### Stored data entries
*** Block opens ***

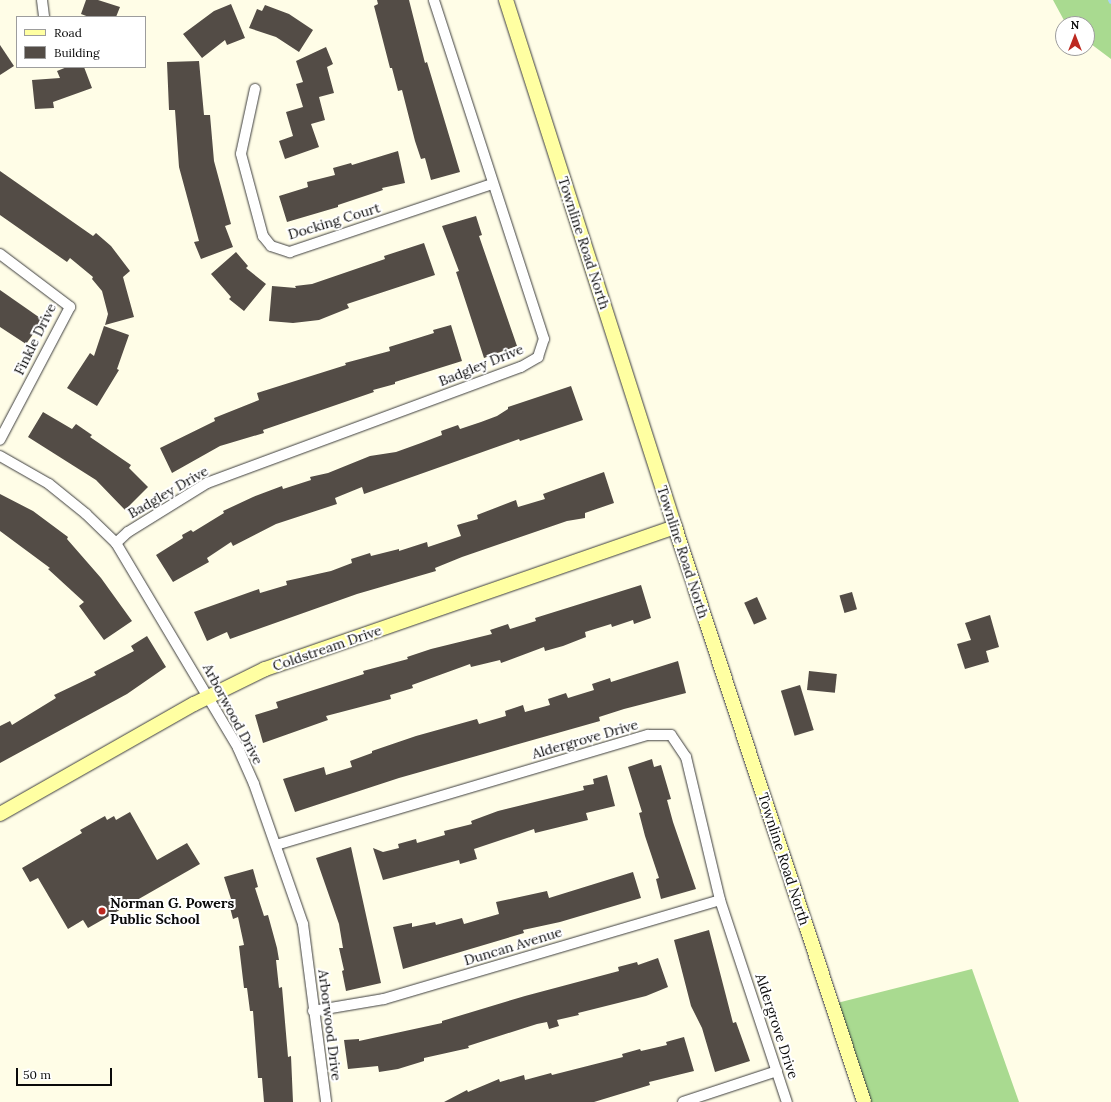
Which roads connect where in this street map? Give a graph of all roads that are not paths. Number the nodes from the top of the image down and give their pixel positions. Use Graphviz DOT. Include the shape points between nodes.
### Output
graph roads {
  1 [pos="42,0"];
  2 [pos="434,0"];
  3 [pos="506,0"];
  4 [pos="44,16"];
  5 [pos="254,89"];
  6 [pos="492,184"];
  7 [pos="0,254"];
  8 [pos="0,440"];
  9 [pos="0,456"];
  10 [pos="675,527"];
  11 [pos="116,543"];
  12 [pos="209,696"];
  13 [pos="0,814"];
  14 [pos="276,844"];
  15 [pos="720,900"];
  16 [pos="313,1011"];
  17 [pos="777,1071"];
  18 [pos="326,1102"];
  19 [pos="683,1102"];
  20 [pos="787,1102"];
  21 [pos="864,1102"];
  1 -- 4 [label="street"];
  2 -- 6 [label="street, Badgley Drive"];
  3 -- 10 [label="street, Townline Road North"];
  5 -- 6 [label="street, Docking Court" via="241,154 263,236 271,246 290,252"];
  6 -- 11 [label="street, Badgley Drive" via="544,339 538,357 521,367 207,483 128,532"];
  7 -- 8 [label="street, Finkle Drive" via="70,306"];
  9 -- 11 [label="street, Arborwood Drive" via="49,484"];
  10 -- 12 [label="street, Coldstream Drive" via="265,669"];
  10 -- 21 [label="street, Townline Road North"];
  11 -- 12 [label="street, Arborwood Drive"];
  12 -- 13 [label="street, Coldstream Drive"];
  12 -- 14 [label="street, Arborwood Drive" via="238,748"];
  14 -- 15 [label="street, Aldergrove Drive" via="648,735 671,735 686,756"];
  14 -- 16 [label="street, Arborwood Drive" via="303,924"];
  15 -- 16 [label="street, Duncan Avenue" via="384,999"];
  15 -- 17 [label="street, Aldergrove Drive"];
  16 -- 18 [label="street, Arborwood Drive"];
  17 -- 19 [label="street"];
  17 -- 20 [label="street, Aldergrove Drive"];
}
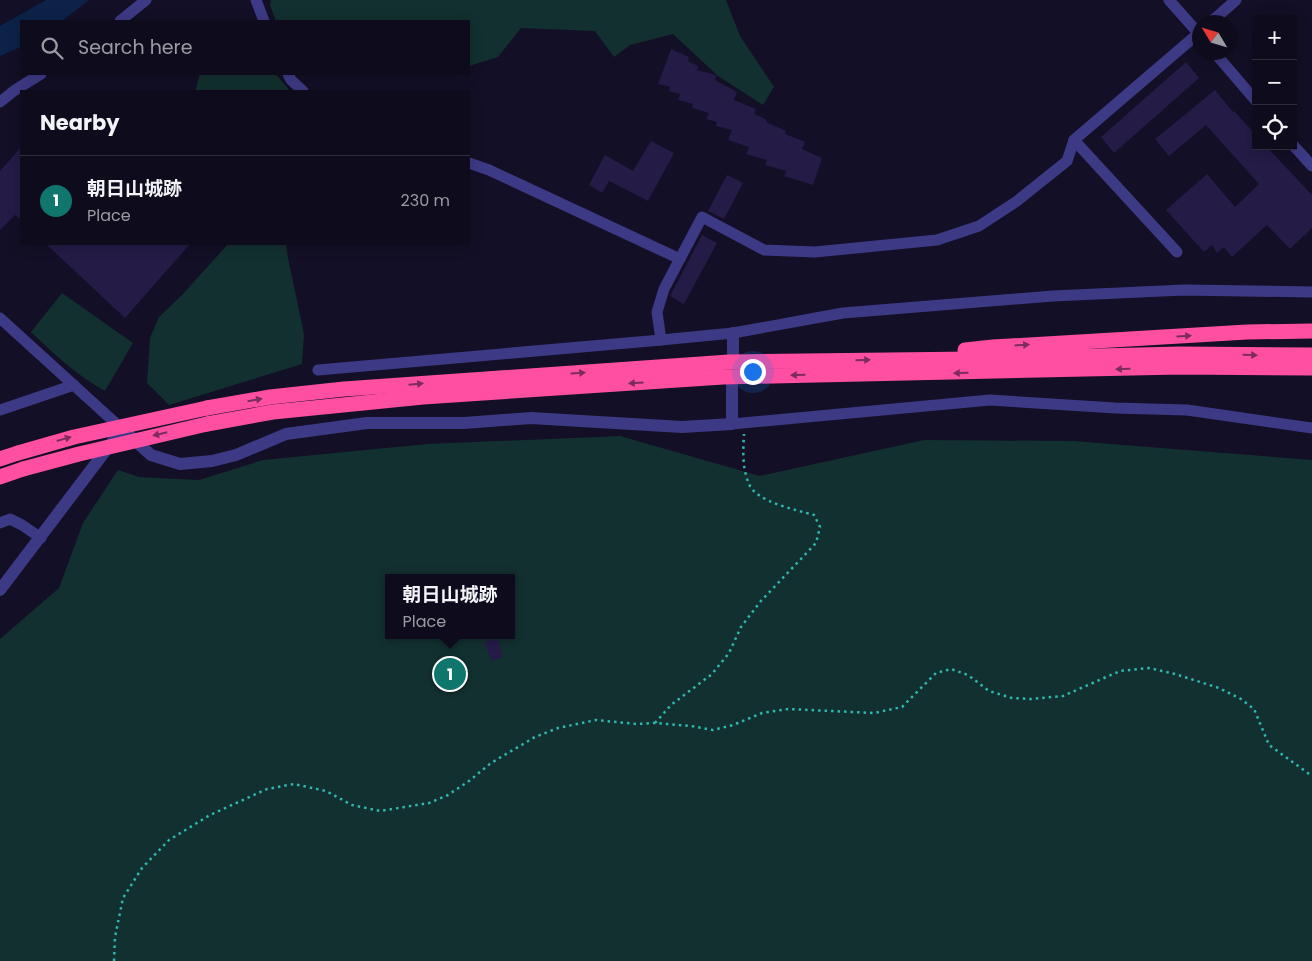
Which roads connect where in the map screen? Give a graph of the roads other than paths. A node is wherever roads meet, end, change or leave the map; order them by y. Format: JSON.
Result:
{"nodes":[{"id":1,"x":146,"y":0,"type":"edge"},
{"id":2,"x":256,"y":0,"type":"edge"},
{"id":3,"x":1169,"y":0,"type":"edge"},
{"id":4,"x":1236,"y":0,"type":"edge"},
{"id":5,"x":1219,"y":15,"type":"edge"},
{"id":6,"x":121,"y":20,"type":"edge"},
{"id":7,"x":264,"y":20,"type":"edge"},
{"id":8,"x":1192,"y":26,"type":"edge"},
{"id":9,"x":1192,"y":40,"type":"edge"},
{"id":10,"x":1221,"y":60,"type":"edge"},
{"id":11,"x":39,"y":75,"type":"edge"},
{"id":12,"x":288,"y":75,"type":"edge"},
{"id":13,"x":302,"y":90,"type":"edge"},
{"id":14,"x":1252,"y":96,"type":"edge"},
{"id":15,"x":0,"y":102,"type":"edge"},
{"id":16,"x":1074,"y":140,"type":"junction"},
{"id":17,"x":1297,"y":149,"type":"edge"},
{"id":18,"x":470,"y":163,"type":"edge"},
{"id":19,"x":1312,"y":166,"type":"edge"},
{"id":20,"x":1177,"y":252,"type":"dead end"},
{"id":21,"x":680,"y":259,"type":"junction"},
{"id":22,"x":1312,"y":292,"type":"edge"},
{"id":23,"x":0,"y":318,"type":"edge"},
{"id":24,"x":1312,"y":332,"type":"edge"},
{"id":25,"x":733,"y":333,"type":"junction"},
{"id":26,"x":661,"y":340,"type":"junction"},
{"id":27,"x":733,"y":353,"type":"dead end"},
{"id":28,"x":1312,"y":356,"type":"edge"},
{"id":29,"x":887,"y":360,"type":"junction"},
{"id":30,"x":1158,"y":368,"type":"junction"},
{"id":31,"x":1312,"y":368,"type":"edge"},
{"id":32,"x":318,"y":370,"type":"dead end"},
{"id":33,"x":1312,"y":379,"type":"edge"},
{"id":34,"x":732,"y":384,"type":"dead end"},
{"id":35,"x":74,"y":385,"type":"junction"},
{"id":36,"x":0,"y":410,"type":"edge"},
{"id":37,"x":738,"y":424,"type":"junction"},
{"id":38,"x":1312,"y":428,"type":"edge"},
{"id":39,"x":122,"y":429,"type":"junction"},
{"id":40,"x":0,"y":459,"type":"edge"},
{"id":41,"x":0,"y":478,"type":"edge"},
{"id":42,"x":0,"y":523,"type":"edge"},
{"id":43,"x":41,"y":538,"type":"junction"},
{"id":44,"x":0,"y":590,"type":"edge"}],
"edges":[{"from":1,"to":6,"type":"street"},
{"from":2,"to":7,"type":"street"},
{"from":3,"to":8,"type":"street"},
{"from":4,"to":5,"type":"street"},
{"from":9,"to":16,"type":"street"},
{"from":10,"to":14,"type":"street"},
{"from":11,"to":15,"type":"street"},
{"from":12,"to":13,"type":"street"},
{"from":16,"to":20,"type":"street"},
{"from":16,"to":21,"type":"street"},
{"from":17,"to":19,"type":"street"},
{"from":18,"to":21,"type":"street"},
{"from":21,"to":26,"type":"street"},
{"from":22,"to":25,"type":"street"},
{"from":23,"to":35,"type":"street"},
{"from":29,"to":24,"type":"highway","one_way":true},
{"from":25,"to":26,"type":"street"},
{"from":25,"to":27,"type":"street"},
{"from":26,"to":32,"type":"street"},
{"from":29,"to":28,"type":"highway","one_way":true},
{"from":40,"to":29,"type":"highway","one_way":true,"bridge":true},
{"from":30,"to":31,"type":"highway"},
{"from":30,"to":33,"type":"highway"},
{"from":30,"to":41,"type":"highway","one_way":true,"bridge":true},
{"from":34,"to":37,"type":"street"},
{"from":35,"to":36,"type":"street"},
{"from":35,"to":39,"type":"street"},
{"from":37,"to":38,"type":"street"},
{"from":37,"to":39,"type":"street"},
{"from":39,"to":43,"type":"street"},
{"from":42,"to":43,"type":"street"},
{"from":43,"to":44,"type":"street"}]}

*** Block closes ***

All entries above are to be set down word for word, and the pictures are to be left out.

### Answer section
Which roads connect where in this street map? Give a graph of all roads that are not paths. Number the nodes from the top of the image down and give their pixel positions. Use Graphviz DOT. Include the shape points between nodes.
### Output
graph roads {
  1 [pos="42,0"];
  2 [pos="434,0"];
  3 [pos="506,0"];
  4 [pos="44,16"];
  5 [pos="254,89"];
  6 [pos="492,184"];
  7 [pos="0,254"];
  8 [pos="0,440"];
  9 [pos="0,456"];
  10 [pos="675,527"];
  11 [pos="116,543"];
  12 [pos="209,696"];
  13 [pos="0,814"];
  14 [pos="276,844"];
  15 [pos="720,900"];
  16 [pos="313,1011"];
  17 [pos="777,1071"];
  18 [pos="326,1102"];
  19 [pos="683,1102"];
  20 [pos="787,1102"];
  21 [pos="864,1102"];
  1 -- 4 [label="street"];
  2 -- 6 [label="street, Badgley Drive"];
  3 -- 10 [label="street, Townline Road North"];
  5 -- 6 [label="street, Docking Court" via="241,154 263,236 271,246 290,252"];
  6 -- 11 [label="street, Badgley Drive" via="544,339 538,357 521,367 207,483 128,532"];
  7 -- 8 [label="street, Finkle Drive" via="70,306"];
  9 -- 11 [label="street, Arborwood Drive" via="49,484"];
  10 -- 12 [label="street, Coldstream Drive" via="265,669"];
  10 -- 21 [label="street, Townline Road North"];
  11 -- 12 [label="street, Arborwood Drive"];
  12 -- 13 [label="street, Coldstream Drive"];
  12 -- 14 [label="street, Arborwood Drive" via="238,748"];
  14 -- 15 [label="street, Aldergrove Drive" via="648,735 671,735 686,756"];
  14 -- 16 [label="street, Arborwood Drive" via="303,924"];
  15 -- 16 [label="street, Duncan Avenue" via="384,999"];
  15 -- 17 [label="street, Aldergrove Drive"];
  16 -- 18 [label="street, Arborwood Drive"];
  17 -- 19 [label="street"];
  17 -- 20 [label="street, Aldergrove Drive"];
}
Which roads connect where in the map screen? Give a graph of the roads other than paths. A node is wherever roads meet, end, change or leave the map; order them by y. Format: JSON.
Result:
{"nodes":[{"id":1,"x":146,"y":0,"type":"edge"},
{"id":2,"x":256,"y":0,"type":"edge"},
{"id":3,"x":1169,"y":0,"type":"edge"},
{"id":4,"x":1236,"y":0,"type":"edge"},
{"id":5,"x":1219,"y":15,"type":"edge"},
{"id":6,"x":121,"y":20,"type":"edge"},
{"id":7,"x":264,"y":20,"type":"edge"},
{"id":8,"x":1192,"y":26,"type":"edge"},
{"id":9,"x":1192,"y":40,"type":"edge"},
{"id":10,"x":1221,"y":60,"type":"edge"},
{"id":11,"x":39,"y":75,"type":"edge"},
{"id":12,"x":288,"y":75,"type":"edge"},
{"id":13,"x":302,"y":90,"type":"edge"},
{"id":14,"x":1252,"y":96,"type":"edge"},
{"id":15,"x":0,"y":102,"type":"edge"},
{"id":16,"x":1074,"y":140,"type":"junction"},
{"id":17,"x":1297,"y":149,"type":"edge"},
{"id":18,"x":470,"y":163,"type":"edge"},
{"id":19,"x":1312,"y":166,"type":"edge"},
{"id":20,"x":1177,"y":252,"type":"dead end"},
{"id":21,"x":680,"y":259,"type":"junction"},
{"id":22,"x":1312,"y":292,"type":"edge"},
{"id":23,"x":0,"y":318,"type":"edge"},
{"id":24,"x":1312,"y":332,"type":"edge"},
{"id":25,"x":733,"y":333,"type":"junction"},
{"id":26,"x":661,"y":340,"type":"junction"},
{"id":27,"x":733,"y":353,"type":"dead end"},
{"id":28,"x":1312,"y":356,"type":"edge"},
{"id":29,"x":887,"y":360,"type":"junction"},
{"id":30,"x":1158,"y":368,"type":"junction"},
{"id":31,"x":1312,"y":368,"type":"edge"},
{"id":32,"x":318,"y":370,"type":"dead end"},
{"id":33,"x":1312,"y":379,"type":"edge"},
{"id":34,"x":732,"y":384,"type":"dead end"},
{"id":35,"x":74,"y":385,"type":"junction"},
{"id":36,"x":0,"y":410,"type":"edge"},
{"id":37,"x":738,"y":424,"type":"junction"},
{"id":38,"x":1312,"y":428,"type":"edge"},
{"id":39,"x":122,"y":429,"type":"junction"},
{"id":40,"x":0,"y":459,"type":"edge"},
{"id":41,"x":0,"y":478,"type":"edge"},
{"id":42,"x":0,"y":523,"type":"edge"},
{"id":43,"x":41,"y":538,"type":"junction"},
{"id":44,"x":0,"y":590,"type":"edge"}],
"edges":[{"from":1,"to":6,"type":"street"},
{"from":2,"to":7,"type":"street"},
{"from":3,"to":8,"type":"street"},
{"from":4,"to":5,"type":"street"},
{"from":9,"to":16,"type":"street"},
{"from":10,"to":14,"type":"street"},
{"from":11,"to":15,"type":"street"},
{"from":12,"to":13,"type":"street"},
{"from":16,"to":20,"type":"street"},
{"from":16,"to":21,"type":"street"},
{"from":17,"to":19,"type":"street"},
{"from":18,"to":21,"type":"street"},
{"from":21,"to":26,"type":"street"},
{"from":22,"to":25,"type":"street"},
{"from":23,"to":35,"type":"street"},
{"from":29,"to":24,"type":"highway","one_way":true},
{"from":25,"to":26,"type":"street"},
{"from":25,"to":27,"type":"street"},
{"from":26,"to":32,"type":"street"},
{"from":29,"to":28,"type":"highway","one_way":true},
{"from":40,"to":29,"type":"highway","one_way":true,"bridge":true},
{"from":30,"to":31,"type":"highway"},
{"from":30,"to":33,"type":"highway"},
{"from":30,"to":41,"type":"highway","one_way":true,"bridge":true},
{"from":34,"to":37,"type":"street"},
{"from":35,"to":36,"type":"street"},
{"from":35,"to":39,"type":"street"},
{"from":37,"to":38,"type":"street"},
{"from":37,"to":39,"type":"street"},
{"from":39,"to":43,"type":"street"},
{"from":42,"to":43,"type":"street"},
{"from":43,"to":44,"type":"street"}]}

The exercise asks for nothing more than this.